Read the data below line by line and state how many lines hold "highway". Nothing else belongs in the answer.
--- MATERIAL SUPPLIED ---
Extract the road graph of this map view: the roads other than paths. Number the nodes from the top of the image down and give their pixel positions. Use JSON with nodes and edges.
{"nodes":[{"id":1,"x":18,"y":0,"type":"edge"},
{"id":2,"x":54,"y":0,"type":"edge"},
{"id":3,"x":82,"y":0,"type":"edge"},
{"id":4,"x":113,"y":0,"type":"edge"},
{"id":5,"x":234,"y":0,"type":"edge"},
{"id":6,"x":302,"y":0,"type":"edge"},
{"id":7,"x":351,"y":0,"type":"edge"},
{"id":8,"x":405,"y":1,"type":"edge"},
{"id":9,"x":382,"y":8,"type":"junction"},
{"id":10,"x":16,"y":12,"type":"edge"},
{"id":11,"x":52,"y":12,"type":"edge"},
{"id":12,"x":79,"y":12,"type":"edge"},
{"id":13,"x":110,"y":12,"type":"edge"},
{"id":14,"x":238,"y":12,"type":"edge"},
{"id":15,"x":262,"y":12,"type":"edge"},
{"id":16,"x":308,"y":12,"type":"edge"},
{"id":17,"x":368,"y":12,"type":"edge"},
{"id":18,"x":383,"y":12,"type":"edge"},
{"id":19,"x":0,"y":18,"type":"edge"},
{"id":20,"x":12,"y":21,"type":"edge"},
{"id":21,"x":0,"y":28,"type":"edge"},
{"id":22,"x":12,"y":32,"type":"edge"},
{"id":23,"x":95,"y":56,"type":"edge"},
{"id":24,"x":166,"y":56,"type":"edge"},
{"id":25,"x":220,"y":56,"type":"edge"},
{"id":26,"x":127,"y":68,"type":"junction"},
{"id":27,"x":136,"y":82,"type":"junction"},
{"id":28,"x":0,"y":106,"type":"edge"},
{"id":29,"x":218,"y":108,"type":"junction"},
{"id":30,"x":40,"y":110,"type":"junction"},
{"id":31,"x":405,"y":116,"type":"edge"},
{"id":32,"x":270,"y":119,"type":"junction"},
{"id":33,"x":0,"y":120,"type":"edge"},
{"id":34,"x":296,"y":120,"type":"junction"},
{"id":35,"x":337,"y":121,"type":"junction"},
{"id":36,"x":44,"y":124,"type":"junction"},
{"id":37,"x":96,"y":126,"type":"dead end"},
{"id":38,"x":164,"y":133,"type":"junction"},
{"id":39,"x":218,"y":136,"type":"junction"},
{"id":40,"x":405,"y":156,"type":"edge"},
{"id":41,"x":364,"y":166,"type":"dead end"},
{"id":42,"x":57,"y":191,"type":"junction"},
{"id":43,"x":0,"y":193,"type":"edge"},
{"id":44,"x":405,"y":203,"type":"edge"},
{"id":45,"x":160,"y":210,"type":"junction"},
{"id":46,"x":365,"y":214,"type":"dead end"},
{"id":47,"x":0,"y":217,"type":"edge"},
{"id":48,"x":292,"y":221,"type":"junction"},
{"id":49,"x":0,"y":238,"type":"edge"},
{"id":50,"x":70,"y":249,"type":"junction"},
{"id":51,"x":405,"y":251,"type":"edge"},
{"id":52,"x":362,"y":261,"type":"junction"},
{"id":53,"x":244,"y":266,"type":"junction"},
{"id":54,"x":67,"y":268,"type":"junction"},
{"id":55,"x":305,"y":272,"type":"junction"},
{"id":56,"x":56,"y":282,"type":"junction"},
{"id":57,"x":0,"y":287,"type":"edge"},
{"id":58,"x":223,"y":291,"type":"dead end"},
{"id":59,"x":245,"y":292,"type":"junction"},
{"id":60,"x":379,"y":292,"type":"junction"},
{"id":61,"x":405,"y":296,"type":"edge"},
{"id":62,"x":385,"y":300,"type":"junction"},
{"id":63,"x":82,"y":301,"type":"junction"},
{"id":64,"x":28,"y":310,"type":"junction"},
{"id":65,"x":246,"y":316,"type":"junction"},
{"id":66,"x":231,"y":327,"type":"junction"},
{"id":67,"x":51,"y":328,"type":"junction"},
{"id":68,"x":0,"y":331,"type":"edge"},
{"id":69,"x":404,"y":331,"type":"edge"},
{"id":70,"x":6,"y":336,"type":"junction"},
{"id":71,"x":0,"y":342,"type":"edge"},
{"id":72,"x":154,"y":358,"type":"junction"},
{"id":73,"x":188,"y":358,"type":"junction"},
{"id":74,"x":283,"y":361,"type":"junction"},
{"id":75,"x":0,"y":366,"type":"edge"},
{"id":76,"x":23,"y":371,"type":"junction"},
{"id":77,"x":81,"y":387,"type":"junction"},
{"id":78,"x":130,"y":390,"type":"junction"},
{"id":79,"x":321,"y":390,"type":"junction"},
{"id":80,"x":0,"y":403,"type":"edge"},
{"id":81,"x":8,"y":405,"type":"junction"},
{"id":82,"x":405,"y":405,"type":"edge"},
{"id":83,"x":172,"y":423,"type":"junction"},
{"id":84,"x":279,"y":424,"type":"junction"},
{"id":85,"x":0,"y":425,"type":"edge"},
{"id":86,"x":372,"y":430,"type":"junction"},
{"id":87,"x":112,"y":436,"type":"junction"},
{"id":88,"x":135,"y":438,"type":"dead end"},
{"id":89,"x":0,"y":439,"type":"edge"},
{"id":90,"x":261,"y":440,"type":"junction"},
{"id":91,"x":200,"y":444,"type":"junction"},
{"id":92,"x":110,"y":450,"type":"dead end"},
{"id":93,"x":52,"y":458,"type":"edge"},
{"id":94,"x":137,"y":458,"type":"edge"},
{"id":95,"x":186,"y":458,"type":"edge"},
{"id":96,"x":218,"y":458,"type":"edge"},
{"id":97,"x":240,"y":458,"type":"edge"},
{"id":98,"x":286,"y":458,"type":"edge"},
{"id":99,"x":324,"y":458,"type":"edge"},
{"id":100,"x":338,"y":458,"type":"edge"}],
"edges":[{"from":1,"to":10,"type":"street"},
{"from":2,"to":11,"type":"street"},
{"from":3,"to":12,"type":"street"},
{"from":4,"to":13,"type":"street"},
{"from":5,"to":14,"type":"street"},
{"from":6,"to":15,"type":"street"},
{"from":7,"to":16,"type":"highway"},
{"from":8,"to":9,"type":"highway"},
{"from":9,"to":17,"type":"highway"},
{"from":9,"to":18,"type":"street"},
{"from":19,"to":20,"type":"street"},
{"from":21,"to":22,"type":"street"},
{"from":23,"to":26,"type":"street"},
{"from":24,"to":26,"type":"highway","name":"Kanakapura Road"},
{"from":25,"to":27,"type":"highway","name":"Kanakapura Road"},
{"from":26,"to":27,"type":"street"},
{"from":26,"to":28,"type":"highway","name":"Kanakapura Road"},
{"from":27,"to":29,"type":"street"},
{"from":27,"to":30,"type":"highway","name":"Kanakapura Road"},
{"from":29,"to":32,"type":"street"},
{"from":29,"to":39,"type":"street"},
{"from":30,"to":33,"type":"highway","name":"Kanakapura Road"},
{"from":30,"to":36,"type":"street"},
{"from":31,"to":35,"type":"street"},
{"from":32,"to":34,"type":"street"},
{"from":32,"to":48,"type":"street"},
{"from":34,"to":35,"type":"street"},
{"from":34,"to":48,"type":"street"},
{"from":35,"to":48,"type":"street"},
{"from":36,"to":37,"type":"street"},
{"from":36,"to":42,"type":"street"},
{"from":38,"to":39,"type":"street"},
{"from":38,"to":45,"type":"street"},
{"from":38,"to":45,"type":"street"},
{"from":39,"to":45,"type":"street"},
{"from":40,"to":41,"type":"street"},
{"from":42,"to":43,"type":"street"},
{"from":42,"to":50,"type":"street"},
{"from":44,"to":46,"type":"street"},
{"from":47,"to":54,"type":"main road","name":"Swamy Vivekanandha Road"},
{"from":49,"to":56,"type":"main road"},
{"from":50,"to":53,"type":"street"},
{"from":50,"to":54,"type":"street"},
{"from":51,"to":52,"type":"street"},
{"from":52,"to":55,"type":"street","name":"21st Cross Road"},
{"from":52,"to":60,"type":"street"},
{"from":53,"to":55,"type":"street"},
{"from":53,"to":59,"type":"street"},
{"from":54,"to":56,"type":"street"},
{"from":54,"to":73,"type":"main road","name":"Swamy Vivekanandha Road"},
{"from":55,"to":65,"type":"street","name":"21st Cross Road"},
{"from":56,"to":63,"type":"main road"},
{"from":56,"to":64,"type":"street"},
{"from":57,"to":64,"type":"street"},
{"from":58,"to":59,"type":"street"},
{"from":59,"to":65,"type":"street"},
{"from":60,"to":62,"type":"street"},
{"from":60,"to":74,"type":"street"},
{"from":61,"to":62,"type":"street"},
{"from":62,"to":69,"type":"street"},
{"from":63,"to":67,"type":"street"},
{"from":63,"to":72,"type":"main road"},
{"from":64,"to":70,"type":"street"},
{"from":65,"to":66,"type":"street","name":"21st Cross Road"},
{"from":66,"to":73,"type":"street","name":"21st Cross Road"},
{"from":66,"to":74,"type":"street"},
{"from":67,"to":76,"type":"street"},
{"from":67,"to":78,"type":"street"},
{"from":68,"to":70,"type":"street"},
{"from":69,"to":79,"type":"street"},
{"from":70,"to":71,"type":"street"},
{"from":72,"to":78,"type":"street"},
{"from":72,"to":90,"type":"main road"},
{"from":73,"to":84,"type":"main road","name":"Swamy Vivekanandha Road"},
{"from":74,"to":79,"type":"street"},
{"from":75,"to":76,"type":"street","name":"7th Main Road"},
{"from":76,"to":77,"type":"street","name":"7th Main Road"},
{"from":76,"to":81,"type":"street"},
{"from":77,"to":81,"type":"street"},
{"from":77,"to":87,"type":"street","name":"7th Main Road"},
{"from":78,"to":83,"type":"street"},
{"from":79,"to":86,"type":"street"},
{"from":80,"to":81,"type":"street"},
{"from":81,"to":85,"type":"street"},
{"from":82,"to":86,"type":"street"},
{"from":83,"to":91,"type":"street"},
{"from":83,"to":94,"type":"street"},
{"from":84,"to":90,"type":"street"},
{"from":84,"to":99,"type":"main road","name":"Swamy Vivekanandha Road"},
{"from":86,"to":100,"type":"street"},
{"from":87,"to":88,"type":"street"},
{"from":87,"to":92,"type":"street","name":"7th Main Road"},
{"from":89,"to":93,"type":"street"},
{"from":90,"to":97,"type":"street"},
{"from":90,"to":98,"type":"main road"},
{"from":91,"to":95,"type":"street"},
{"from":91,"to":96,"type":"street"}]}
---
- SOLUTION TO THE PROBLEM -
8